Le dernier bastion de la liberté acquise au lendemain du soulèvement de 2011 ne doit pas tomber otage de la pensée unique.
Alors que l’opinion publique est suspendue aux lèvres du Président de la République qui devrait, en toute logique, s’exprimer dans les prochains jours voire dans les heures qui viennent pour donner le cap politique, beaucoup commencent à s’inquiéter du monopole de la vie politique concentré entre les mains du Chef de l’Etat. Jusque-là, les médias qui se respectent avaient réussi à garder une certaine indépendance et une liberté de ton.
Mais les déclarations du membre de la Haica, Hichem Snoussi, nous incitent à nous arrêter un moment et à réfléchir sur le rôle des médias dans ce moment particulier de l’histoire.
«Depuis le 25 juillet 2021, le traitement médiatique est devenu à sens unique, une seule vision et une seule conception enfreignant le principe de pluralisme», a noté Snoussi.
Le dernier bastion de la liberté acquise au lendemain du soulèvement de 2011 ne doit pas tomber otage de la pensée unique.
Bien au contraire, la presse doit redoubler d’efforts pour jouer pleinement son rôle historique.
Celui d’expliquer sans tomber dans le parti pris, analyser sans privilégier une thèse au détriment d’une autre et surtout vérifier, vérifier et vérifier encore toute information avant qu’elle ne soit publiée.
Au final, c’est l’auditeur, le téléspectateur ou le lecteur qui doit se faire sa propre idée.
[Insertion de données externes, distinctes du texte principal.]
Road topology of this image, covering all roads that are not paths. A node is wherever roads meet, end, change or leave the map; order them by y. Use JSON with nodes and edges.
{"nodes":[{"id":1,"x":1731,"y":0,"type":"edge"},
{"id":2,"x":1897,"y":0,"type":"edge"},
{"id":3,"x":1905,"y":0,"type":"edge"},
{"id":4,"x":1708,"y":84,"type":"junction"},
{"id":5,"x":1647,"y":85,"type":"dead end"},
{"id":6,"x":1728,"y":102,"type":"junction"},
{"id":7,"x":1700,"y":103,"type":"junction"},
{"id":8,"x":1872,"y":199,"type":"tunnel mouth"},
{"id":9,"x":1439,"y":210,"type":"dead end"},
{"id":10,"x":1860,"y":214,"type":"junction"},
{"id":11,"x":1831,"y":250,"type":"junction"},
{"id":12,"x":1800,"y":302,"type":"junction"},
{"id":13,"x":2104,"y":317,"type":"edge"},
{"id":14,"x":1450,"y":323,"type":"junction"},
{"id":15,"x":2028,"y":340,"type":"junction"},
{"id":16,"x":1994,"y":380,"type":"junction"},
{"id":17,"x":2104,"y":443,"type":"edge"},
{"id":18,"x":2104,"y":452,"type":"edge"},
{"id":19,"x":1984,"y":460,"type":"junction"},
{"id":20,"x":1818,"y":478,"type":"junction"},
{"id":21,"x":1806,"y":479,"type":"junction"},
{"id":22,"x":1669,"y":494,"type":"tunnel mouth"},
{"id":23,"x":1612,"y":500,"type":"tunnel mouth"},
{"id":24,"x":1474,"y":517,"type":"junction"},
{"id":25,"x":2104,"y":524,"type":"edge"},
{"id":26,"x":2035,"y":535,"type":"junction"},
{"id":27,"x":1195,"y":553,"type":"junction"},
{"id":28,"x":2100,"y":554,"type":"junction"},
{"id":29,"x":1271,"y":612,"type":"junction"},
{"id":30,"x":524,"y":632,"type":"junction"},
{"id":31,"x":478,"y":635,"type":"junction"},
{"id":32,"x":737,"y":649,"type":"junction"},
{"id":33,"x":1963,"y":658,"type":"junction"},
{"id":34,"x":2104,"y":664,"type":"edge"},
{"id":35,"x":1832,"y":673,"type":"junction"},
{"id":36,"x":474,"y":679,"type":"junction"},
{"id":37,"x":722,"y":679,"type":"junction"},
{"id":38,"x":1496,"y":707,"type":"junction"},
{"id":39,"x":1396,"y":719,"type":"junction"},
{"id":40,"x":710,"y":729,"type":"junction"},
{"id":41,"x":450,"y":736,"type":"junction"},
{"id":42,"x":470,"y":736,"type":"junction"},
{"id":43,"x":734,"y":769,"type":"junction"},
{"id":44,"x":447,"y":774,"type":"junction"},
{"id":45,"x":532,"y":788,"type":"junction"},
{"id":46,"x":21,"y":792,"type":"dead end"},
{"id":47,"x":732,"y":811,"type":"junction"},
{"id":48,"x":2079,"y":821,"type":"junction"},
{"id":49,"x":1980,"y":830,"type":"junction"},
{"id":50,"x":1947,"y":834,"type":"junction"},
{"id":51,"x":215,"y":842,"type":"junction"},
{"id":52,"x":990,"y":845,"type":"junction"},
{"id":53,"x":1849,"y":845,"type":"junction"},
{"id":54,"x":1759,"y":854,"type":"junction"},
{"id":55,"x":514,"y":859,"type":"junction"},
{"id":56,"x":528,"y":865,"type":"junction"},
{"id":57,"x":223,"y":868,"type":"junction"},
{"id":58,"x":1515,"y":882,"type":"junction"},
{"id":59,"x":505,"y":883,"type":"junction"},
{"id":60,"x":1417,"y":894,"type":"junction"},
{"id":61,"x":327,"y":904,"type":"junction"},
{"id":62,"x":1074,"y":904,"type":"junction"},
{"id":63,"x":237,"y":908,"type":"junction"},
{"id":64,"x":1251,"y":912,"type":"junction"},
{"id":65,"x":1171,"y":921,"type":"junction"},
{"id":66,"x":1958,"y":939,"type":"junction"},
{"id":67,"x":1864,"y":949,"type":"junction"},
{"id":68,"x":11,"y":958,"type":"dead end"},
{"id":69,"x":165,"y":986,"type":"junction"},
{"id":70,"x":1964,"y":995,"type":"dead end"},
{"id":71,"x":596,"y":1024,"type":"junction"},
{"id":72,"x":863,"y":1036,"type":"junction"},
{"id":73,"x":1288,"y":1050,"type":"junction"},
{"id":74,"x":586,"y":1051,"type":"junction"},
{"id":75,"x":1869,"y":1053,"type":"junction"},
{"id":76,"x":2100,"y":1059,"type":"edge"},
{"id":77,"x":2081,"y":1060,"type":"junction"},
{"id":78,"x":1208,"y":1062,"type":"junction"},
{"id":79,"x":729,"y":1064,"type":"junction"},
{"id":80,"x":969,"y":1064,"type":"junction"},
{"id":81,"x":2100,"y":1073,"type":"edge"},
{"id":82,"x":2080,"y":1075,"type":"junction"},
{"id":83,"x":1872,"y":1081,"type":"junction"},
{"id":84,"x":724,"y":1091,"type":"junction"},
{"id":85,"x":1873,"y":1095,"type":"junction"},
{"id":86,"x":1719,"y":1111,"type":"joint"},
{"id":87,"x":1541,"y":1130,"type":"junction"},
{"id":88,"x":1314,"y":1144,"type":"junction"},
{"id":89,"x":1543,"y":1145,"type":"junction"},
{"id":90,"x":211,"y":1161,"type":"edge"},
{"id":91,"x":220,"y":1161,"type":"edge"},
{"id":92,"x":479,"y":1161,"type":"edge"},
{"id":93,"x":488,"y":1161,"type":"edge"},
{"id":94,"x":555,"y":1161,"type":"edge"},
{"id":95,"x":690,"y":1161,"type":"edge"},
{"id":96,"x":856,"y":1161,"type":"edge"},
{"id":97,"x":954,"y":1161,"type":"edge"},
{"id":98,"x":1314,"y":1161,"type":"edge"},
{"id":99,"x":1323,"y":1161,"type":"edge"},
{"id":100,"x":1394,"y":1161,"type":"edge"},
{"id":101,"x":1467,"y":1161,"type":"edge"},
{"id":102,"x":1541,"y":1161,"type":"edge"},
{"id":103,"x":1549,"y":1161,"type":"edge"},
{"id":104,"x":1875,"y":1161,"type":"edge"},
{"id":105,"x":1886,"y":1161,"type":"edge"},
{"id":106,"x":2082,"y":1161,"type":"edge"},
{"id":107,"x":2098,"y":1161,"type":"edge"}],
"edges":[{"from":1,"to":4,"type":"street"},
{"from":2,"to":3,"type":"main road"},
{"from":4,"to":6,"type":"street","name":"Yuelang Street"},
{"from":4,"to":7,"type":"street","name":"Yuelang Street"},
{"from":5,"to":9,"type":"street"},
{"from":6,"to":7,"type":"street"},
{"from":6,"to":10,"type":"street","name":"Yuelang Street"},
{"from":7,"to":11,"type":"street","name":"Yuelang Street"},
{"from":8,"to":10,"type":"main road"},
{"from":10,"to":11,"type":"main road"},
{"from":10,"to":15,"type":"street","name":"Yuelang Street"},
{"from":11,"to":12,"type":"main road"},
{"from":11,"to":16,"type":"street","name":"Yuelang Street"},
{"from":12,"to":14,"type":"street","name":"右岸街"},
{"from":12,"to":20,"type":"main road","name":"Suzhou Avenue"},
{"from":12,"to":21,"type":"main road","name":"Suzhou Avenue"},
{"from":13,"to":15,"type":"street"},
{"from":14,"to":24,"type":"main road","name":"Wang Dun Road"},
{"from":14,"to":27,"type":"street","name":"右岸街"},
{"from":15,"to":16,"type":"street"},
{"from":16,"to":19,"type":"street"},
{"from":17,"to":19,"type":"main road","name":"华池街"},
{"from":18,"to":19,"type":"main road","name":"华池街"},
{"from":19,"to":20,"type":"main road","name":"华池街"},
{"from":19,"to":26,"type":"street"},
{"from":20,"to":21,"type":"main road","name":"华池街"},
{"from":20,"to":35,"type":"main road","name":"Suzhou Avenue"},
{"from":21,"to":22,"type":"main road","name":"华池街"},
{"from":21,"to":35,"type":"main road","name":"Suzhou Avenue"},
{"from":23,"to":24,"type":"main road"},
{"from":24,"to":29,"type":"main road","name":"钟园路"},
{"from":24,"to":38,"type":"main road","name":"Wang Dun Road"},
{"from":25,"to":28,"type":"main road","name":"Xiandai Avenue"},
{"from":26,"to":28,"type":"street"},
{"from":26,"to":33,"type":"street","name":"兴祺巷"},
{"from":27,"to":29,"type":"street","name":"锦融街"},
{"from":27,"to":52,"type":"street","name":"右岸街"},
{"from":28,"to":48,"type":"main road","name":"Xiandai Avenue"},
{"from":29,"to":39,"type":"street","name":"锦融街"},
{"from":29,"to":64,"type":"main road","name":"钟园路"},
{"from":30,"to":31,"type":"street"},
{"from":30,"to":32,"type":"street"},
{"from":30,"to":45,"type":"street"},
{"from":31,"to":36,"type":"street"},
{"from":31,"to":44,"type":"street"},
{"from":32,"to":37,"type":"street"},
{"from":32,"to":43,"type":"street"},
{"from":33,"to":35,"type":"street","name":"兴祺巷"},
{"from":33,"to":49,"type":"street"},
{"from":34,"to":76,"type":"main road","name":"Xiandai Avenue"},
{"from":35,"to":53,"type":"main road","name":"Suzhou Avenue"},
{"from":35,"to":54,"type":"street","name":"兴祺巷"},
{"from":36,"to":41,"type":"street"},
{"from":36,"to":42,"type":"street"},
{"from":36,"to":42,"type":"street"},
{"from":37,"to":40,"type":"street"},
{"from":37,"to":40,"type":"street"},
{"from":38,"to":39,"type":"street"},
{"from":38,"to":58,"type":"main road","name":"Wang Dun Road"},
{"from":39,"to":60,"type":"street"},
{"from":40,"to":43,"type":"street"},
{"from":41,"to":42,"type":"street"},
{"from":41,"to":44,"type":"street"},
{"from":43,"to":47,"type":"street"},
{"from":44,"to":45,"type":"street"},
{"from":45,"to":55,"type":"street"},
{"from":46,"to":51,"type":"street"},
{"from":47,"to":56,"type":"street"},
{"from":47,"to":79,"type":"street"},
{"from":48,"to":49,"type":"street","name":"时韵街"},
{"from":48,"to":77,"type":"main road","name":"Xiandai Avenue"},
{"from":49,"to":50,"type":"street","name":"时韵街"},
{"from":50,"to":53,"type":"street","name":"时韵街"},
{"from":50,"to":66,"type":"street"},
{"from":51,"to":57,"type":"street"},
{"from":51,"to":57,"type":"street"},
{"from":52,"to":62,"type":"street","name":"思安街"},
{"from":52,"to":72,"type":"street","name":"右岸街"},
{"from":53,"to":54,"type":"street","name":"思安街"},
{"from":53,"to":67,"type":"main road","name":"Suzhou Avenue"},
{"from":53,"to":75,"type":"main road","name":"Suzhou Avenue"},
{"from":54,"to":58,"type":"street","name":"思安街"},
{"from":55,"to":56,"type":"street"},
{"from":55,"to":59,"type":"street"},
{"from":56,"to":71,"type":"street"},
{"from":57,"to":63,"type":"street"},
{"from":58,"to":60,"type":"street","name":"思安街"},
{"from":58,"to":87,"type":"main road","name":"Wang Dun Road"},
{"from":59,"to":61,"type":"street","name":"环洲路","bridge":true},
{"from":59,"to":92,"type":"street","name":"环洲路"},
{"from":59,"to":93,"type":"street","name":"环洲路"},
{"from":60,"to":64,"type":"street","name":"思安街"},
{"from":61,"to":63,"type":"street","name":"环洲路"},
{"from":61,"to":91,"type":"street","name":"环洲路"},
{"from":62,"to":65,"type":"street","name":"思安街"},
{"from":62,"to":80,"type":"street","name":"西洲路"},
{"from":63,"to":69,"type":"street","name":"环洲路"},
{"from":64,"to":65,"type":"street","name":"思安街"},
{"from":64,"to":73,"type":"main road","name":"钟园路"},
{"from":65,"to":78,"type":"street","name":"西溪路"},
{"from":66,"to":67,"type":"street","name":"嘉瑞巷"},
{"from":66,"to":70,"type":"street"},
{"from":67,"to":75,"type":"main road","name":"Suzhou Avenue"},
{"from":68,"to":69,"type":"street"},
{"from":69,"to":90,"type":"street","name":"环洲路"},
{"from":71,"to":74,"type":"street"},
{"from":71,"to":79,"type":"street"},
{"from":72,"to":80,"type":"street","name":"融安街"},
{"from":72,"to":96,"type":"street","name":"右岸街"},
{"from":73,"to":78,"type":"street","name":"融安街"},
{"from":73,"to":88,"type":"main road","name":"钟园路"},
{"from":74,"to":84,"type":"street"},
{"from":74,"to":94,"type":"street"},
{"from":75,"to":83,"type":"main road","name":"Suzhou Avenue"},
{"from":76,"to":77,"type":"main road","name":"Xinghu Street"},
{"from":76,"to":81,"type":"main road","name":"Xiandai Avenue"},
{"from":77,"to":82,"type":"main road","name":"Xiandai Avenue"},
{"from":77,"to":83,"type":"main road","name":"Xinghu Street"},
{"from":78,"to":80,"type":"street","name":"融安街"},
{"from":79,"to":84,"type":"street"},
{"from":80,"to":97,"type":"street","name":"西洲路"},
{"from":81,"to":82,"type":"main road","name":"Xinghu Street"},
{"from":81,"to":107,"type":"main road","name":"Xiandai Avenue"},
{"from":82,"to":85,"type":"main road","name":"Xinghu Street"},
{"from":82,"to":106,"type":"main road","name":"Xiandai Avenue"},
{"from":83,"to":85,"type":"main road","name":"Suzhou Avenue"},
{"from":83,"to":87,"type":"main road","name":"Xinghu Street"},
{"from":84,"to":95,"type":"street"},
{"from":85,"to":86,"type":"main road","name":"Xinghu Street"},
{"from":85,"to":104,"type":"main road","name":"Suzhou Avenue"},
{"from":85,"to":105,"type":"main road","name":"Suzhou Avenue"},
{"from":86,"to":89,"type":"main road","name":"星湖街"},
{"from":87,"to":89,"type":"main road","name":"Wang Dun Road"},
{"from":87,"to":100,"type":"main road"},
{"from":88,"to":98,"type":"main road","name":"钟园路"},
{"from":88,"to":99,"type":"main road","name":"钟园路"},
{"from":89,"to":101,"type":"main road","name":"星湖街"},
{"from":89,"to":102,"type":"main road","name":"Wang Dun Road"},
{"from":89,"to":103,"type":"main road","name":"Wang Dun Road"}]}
Il n’a aucunement besoin d’un tuteur ou de prêt-à-penser.
Sans cela, les médias participeraient à une forme de balkanisation du pays, où chaque camp pense, dur comme fer, détenir la vérité absolue.
Le premier qui doit être profondément convaincu de tout cela est certainement le locataire de Carthage et son entourage, qui doivent accepter la critique et écouter les voix dissonantes. Il est très important de délaisser ce discours qui consiste à accuser de «traîtrise» ou de «valet des corrompus» toute personne dont l’opinion va à l’encontre de la pensée dominante.
Or, le Chef de l’Etat, dans l’ensemble de ses monologues (puisqu’il refuse toute interview), promeut sa vision binaire du monde : il y a ceux qui sont contre la corruption politique et financière et donc favorables à l’ensemble des décisions du Président, et puis il y a tous les autres, assimilables aux corrompus.
Un tel discours renforce la défiance à l’égard du quatrième pouvoir, et, plus dangereux encore, pousse les journalistes à choisir un camp. Pour un journaliste, choisir un camp est déjà trahir son métier.
Quelles que soient les orientations politiques des uns et des autres, il serait désastreux de tenter d’embarquer les médias dans une aventure hasardeuse.
Les politiques mus souvent par cette volonté d’attirer un maximum d’électeurs, doivent être calmés par deux pouvoirs qui sont les socles de toute authentique démocratie : La justice et les médias. Restons vigilants.